Last week, she told reporters Holly had given her a card with a smiley face on the front and a poem inside. She said Holly was crying because she had not got a full-time teaching job.

Yesterday evening the parameters of the search were extended to include St Andrew's Primary, the girls' school.

But a police source has indicated that search officers would still be working on the site on Monday.

A senior police source said: "We are anticipating that this search could last days not hours." The search team was last night being directed by the national police search specialist advisor, Mr Mark Harrison, who recently advised both Surrey police in their hunt for Milly Dowler, and the Essex force in their investigation into the disappearance of Danielle Jones.

Four plain-clothed police officers arrived at the home of Mr Huntley and Ms Carr at 3.40 p.m. It stands in the grounds of Soham Village College, where the parents of the two girls, Kevin and Nicola Wells and Sharon and Leslie Chapman, had given a press conference four hours earlier.

Det Chief Inspector Andy Hebb then addressed a hastily arranged briefing inside the college.

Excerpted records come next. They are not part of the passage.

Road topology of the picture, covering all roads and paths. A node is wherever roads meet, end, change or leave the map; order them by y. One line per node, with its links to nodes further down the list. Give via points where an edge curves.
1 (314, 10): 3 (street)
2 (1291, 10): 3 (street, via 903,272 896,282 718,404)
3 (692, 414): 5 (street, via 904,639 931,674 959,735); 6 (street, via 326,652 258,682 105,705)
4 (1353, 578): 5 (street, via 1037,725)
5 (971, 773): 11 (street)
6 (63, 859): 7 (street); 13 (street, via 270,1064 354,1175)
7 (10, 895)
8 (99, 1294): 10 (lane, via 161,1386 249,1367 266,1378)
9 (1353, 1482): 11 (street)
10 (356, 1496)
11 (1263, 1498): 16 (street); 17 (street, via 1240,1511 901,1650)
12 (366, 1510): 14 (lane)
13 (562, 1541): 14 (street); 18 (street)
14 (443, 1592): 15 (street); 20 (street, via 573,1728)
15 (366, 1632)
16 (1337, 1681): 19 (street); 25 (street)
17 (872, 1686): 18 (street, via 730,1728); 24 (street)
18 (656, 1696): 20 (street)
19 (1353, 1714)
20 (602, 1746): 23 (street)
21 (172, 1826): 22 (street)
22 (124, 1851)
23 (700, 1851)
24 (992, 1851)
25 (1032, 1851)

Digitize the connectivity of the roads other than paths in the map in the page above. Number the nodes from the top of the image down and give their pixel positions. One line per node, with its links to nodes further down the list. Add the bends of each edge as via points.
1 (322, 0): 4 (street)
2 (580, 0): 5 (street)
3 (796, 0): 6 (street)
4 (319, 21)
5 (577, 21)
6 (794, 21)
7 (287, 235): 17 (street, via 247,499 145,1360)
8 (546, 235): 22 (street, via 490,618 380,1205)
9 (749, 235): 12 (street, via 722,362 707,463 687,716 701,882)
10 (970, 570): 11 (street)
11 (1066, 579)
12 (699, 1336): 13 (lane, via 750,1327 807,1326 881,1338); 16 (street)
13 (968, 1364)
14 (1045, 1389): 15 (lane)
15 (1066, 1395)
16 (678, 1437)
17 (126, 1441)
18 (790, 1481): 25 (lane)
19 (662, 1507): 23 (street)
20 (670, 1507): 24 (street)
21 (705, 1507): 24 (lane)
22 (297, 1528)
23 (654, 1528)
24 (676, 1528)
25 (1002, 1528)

"In the last few minutes a 28-year-old man and a 25-year-old woman, both from the Soham area, have been spoken to by police officers and have agreed to give witness statements to us," he said.

"They have both been taken to police stations elsewhere in the county for that purpose. A police search team is about to complete a detailed examination of their house in Soham for any evidence that may point to the whereabouts of the two missing girls.

"A search is also about to be mounted at Soham Village College, looking for similar evidence.

"In the circumstances it would be inappropriate to make any further comment at this stage, other than to say this development is one of many active and interesting lines of inquiry." The couple have only been in Soham since last September. Mr Huntley helped to put out chairs at the meeting in the college on Thursday night between police officers and 300 members of the community.

Both he and Ms Carr had been checked by police before they started work, according to Mr Bob Pearson, a spokesman for the local education authority.

Mr Pearson said that Mr Huntley applied for his job under the name of Ian Nixon. He had worked in Lincolnshire where he had had another care-taking post.

Police said the decision to ask the couple to give witness statements had nothing to do with the appeal for the potential abductors to call a hotline before midnight on Thursday. The deadline passed without anyone calling.